- Marhapur Location in Uttar Pradesh, India
- Coordinates: 27°01′59″N 78°56′27″E﻿ / ﻿27.03299°N 78.9408°E
- Country: India
- State: Uttar Pradesh
- District: Mainpuri
- Tehsil: Karhal

Area
- • Total: 5.346 km^{2} (2.064 sq mi)

Population (2011)
- • Total: 818
- • Density: 153/km^{2} (396/sq mi)
- Time zone: UTC+5:30 (IST)

= Marhapur =

Village in Uttar Pradesh, India

Marhapur is a village in Karhal block of Mainpuri district, Uttar Pradesh. As of 2011, it had a population of 818, in 145 households.

== Demographics ==
As of 2011, Marhapur had a population of 818, in 145 households. This population was 53.2% male (435) and 46.8% female (383). The 0-6 age group numbered 125 (68 male and 57 female), or 15.3% of the total population. 300 residents were members of Scheduled Castes, or 36.7% of the total.

The 1981 census recorded Marhapur as having a population of 444 people, in 79 households.

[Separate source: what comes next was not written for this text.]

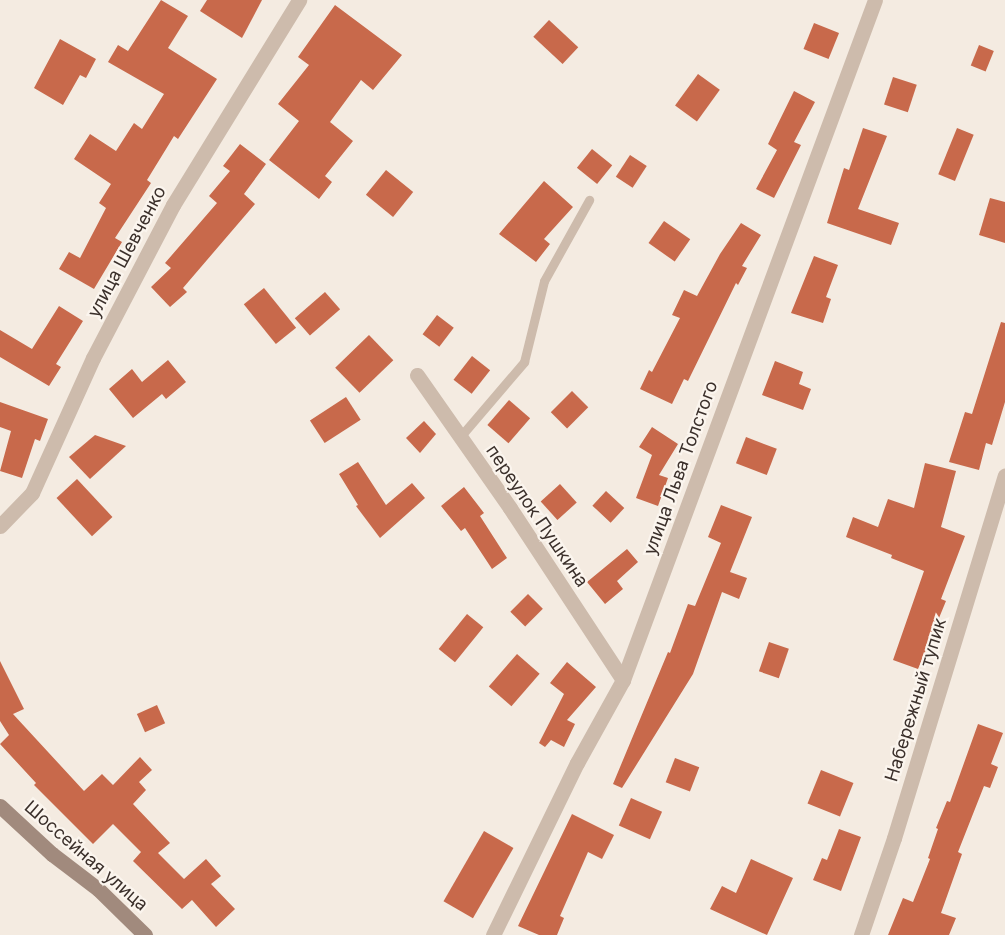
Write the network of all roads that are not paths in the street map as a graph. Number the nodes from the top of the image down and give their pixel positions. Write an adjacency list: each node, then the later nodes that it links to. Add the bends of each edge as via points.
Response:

The 1961 census recorded Marhapur as comprising 2 hamlets, with a total population of 292 people (149 male and 143 female), in 58 households and 43 physical houses. The area of the village was given as 588 acres.

== Infrastructure ==
As of 2011, Marhapur had 1 primary school; it did not have any healthcare facilities. Drinking water was provided by well, hand pump, and tube well; there were no public toilets. The village had a post office but no public library; there was at least some access to electricity for all purposes. Streets were made of pakka materials.